Wrong few_shot format of mgsm zh. #2578

timturing · 2024-12-18T11:46:37Z

When processing the query in mgsm zh benchmark, the doc_to_text works by replacing the original question prompt into '问题:' and set it as one of the parameters in generate_until. This is correct.
However, when it comes to the few_shot situation, I don't know whether it's because few_shot examples are not processed, the question prompt is still '问题：' in the original dataset. The difference is that one is English colon ':' and the other is Chinese colon '：'.
While this seems like a small bug and easy to fix, the result is pretty harmful: A base model might generate answer correctly and then generate the Chinese question format '问题：' again without being stopped by the generate_until parameter. This will lead to bad result.

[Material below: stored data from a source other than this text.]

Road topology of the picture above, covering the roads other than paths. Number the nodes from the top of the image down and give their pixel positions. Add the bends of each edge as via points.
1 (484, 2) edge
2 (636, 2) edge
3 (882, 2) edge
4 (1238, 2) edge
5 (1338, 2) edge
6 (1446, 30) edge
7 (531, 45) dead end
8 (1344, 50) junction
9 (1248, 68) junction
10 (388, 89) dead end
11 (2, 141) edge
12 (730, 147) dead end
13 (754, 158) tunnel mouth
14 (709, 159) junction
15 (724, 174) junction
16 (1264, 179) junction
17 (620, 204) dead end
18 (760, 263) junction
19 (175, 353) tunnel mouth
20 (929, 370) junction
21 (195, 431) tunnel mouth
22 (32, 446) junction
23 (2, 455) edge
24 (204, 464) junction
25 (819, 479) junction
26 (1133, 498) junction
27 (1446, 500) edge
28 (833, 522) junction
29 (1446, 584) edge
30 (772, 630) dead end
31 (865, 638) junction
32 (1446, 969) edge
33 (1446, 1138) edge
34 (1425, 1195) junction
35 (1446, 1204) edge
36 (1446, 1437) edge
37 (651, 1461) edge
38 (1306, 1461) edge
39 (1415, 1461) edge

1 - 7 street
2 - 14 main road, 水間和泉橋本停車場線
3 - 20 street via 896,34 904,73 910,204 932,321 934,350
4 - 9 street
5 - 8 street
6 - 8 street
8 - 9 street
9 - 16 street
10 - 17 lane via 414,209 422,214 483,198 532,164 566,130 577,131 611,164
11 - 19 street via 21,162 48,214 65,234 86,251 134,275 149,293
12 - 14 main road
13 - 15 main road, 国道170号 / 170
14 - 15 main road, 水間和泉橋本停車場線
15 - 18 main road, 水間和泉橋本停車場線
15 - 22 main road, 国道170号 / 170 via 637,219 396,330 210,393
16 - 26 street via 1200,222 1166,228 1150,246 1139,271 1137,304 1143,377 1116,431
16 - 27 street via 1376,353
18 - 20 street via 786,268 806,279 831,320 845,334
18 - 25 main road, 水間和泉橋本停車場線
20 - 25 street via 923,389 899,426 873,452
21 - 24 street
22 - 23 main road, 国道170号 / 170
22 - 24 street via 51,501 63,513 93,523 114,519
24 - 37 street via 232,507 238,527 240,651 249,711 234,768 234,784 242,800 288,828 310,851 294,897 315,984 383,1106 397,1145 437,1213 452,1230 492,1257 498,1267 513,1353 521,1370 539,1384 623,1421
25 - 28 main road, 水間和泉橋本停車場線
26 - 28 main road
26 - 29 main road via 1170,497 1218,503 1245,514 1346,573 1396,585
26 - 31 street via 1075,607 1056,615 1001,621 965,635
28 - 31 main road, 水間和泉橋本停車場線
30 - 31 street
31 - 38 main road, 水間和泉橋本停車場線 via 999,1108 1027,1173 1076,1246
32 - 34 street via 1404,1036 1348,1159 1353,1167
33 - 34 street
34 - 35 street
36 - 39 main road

The text was updated successfully, but these errors were encountered:

baberabb · 2024-12-19T23:16:24Z

Hi! Thank you for identifying this. Which particular mgsm variant is this exactly? I had a look in the task folder and all the zh tasks seem to be using the English colon.

Maybe the issue is in this condition?

lm-evaluation-harness/lm_eval/tasks/mgsm/native_cot/mgsm_native_cot_zh.yaml

Line 4 in 6ccd520

    
           doc_to_text: '{% if answer is not none %}{{question+"\n逐步解答:"}}{% else %}{{"问题: "+question+"\n逐步解答:"}}{% endif %}'

(only the fewshot samples have an answer field)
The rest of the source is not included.